C’était à la fin des années 1980. J’étais en visite en Grande-Bretagne pour assister au Festival annuel d’Edinburgh en Ecosse. Juste après le festival, j’ai eu l’occasion de le rencontrer à Londres. Il s’agit du professeur de littérature anglaise à l’Université du Kent, Abdulrazak Gurnah, qui s’est vu décerner, il y a quelques jours, le prix Nobel de littérature 2021.
A cette époque, Gurnah n’était pas encore célèbre et venait de publier son tout premier roman La Mémoire du départ (1987). Il ignorait encore à cette époque s’il allait emprunter le parcours de l’écriture romanesque. Au début, je le croyais indien ou pakistanais à cause de son nom, mais il m’a dit qu’il était originaire de Tanzanie et qu’il n’avait jamais été très connu. Gurnah est né en 1948 à l’île de Zanzibar, imprégnée du patrimoine arabo-islamique. Il y a vécu 18 ans avant de la quitter pour l’Angleterre où il est devenu professeur de lettres. L’un des sujets qui me préoccupait à l’époque était l’immigration vers l’Angleterre. Les rues de Londres grouillaient d’Indiens, de Pakistanais, d’Africains, de Chinois, et il y avait beaucoup d’Arabes. A tel point que certains disaient sur un ton ironique : « Si vous voulez rencontrer des Anglais, n’allez pas à Londres ». Mon ami, Michael Billington, critique de théâtre au Guardian, m’avait conseillé de voir Gurnah pour avoir une bonne connaissance du sujet de l’immigration.

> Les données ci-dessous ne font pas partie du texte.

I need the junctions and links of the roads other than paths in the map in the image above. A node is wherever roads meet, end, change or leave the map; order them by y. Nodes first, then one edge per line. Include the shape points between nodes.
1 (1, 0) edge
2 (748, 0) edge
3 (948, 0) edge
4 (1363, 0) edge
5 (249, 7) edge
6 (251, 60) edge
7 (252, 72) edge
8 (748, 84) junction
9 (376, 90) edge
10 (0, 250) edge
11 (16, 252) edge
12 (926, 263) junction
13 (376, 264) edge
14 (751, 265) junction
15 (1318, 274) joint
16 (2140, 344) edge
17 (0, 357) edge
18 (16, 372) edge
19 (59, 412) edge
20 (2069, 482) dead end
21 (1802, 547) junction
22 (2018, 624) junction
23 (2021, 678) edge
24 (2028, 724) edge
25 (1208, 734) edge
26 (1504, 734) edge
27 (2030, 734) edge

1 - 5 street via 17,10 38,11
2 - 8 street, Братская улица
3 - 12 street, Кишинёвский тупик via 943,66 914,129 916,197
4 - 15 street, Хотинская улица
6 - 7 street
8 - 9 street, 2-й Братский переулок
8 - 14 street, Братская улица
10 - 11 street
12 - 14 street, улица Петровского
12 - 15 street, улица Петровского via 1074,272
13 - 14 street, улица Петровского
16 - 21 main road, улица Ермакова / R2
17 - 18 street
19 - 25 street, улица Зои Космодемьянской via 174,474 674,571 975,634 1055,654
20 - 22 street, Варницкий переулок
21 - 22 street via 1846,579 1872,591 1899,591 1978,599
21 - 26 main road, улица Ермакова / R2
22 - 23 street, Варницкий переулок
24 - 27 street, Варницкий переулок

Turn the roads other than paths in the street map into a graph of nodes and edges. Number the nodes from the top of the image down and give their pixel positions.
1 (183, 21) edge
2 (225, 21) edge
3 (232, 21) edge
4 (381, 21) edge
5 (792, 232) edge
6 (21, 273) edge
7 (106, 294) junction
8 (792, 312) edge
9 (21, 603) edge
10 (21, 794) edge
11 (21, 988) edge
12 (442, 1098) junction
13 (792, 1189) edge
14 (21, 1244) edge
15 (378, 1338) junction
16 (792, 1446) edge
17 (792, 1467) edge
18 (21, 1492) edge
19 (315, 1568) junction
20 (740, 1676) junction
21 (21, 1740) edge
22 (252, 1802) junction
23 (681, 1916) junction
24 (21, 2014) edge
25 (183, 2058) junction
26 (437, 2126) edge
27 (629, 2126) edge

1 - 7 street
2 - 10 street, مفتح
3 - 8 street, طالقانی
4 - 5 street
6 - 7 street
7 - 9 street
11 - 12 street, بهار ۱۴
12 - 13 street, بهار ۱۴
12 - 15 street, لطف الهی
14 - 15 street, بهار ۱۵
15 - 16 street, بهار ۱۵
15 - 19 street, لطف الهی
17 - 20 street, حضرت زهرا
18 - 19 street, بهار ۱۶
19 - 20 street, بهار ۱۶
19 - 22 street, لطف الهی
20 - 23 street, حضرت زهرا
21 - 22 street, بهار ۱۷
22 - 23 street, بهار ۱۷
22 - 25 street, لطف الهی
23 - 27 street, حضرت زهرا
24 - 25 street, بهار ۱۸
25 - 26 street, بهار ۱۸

Abdulrazak Gurnah était un homme modeste et poli qui parlait avec beaucoup d’appréciation de l’Egypte et de la culture arabe. Il m’a raconté que son père était d’origine yéménite et qu’il avait appris le Coran dans son enfance, même s’il ne parlait pas l’arabe. Nous avons parlé du problème de l’immigration et de notre passion commune qui était la littérature anglaise, avant de passer au roman. Je lui ai demandé s’il pensait appartenir à la littérature anglaise, étant donné que l’anglais est sa langue maternelle, ou bien à la littérature du Sud ? Il m’a immédiatement répondu que les divisions géographiques ne s’appliquaient pas à la littérature, qu’il n’existait pas de littérature du Sud ou du Nord et que la littérature était une expérience humaine où qu’elle se trouvait. Selon Gurnah, le côté humain de la littérature fait que le lecteur du Sud apprécie le roman du Nord. Je lui ai demandé si le Sud et le Nord n’imposaient pas leurs sujets aux romanciers et si l’appartenance géographique n’imposait pas souvent les sujets choisis par la littérature. Je lui ai demandé : « Si vous n’étiez pas un immigrant du Sud, auriez-vous parlé de l’exode ? ». Il m’a dit : « Peut-être pas, mais peu importe. Le thème du roman n’est pas ce qui compte le plus mais la façon dont il est traité. C’est ce qui distingue l’oeuvre littéraire ».
Gurnah a publié 10 romans. Les plus connus sont Paradise (paradis, 1994), By the Sea (près de la mer, 2001) et Desertion (Adieu Zanzibar, 2005).
Gurnah m’a confié que lorsqu’il avait rédigé son premier roman, il voulait simplement chroniquer son expérience avec l’immigration. Pendant qu’il écrivait, il s’est rendu compte que le roman prenait forme. Lorsque je lui ai demandé si cette expérience serait suivie par d’autres, il m’a répondu que non, ajoutant qu’il ne se considérait pas comme romancier, mais plutôt comme chercheur qui essayait d’enregistrer son expérience humaine.
En réalité, Gurnah a publié l’année suivante son deuxième roman Pilgrims Way, et deux années plus tard, en 1990, son troisième roman, Dottie, a vu le jour. Ces trois romans peuvent être considérés comme une trilogie. Cette trilogie, écrite par étapes successives, prouve que l’âme du romancier était en lui, même s’il n’en était pas conscient lors de la rédaction de son premier roman. Aujourd’hui, Abdulrazak Gurnah est l’un des plus importants romanciers d’Angleterre. Il a été lauréat du prix Booker plusieurs fois. Les personnages de ses romans souffrent tous de problèmes identitaires et ont été déracinés de leur environnement natal. Les romans de Abdulrazak Gurnah sont proches des expériences nombreuses de nos jeunes qui se trouvent obligés d’immigrer et qui souffrent de la perte de leur identité. Raison pour laquelle je suis étonné que ses romans n’aient pas été traduits vers l’arabe jusqu’à maintenant.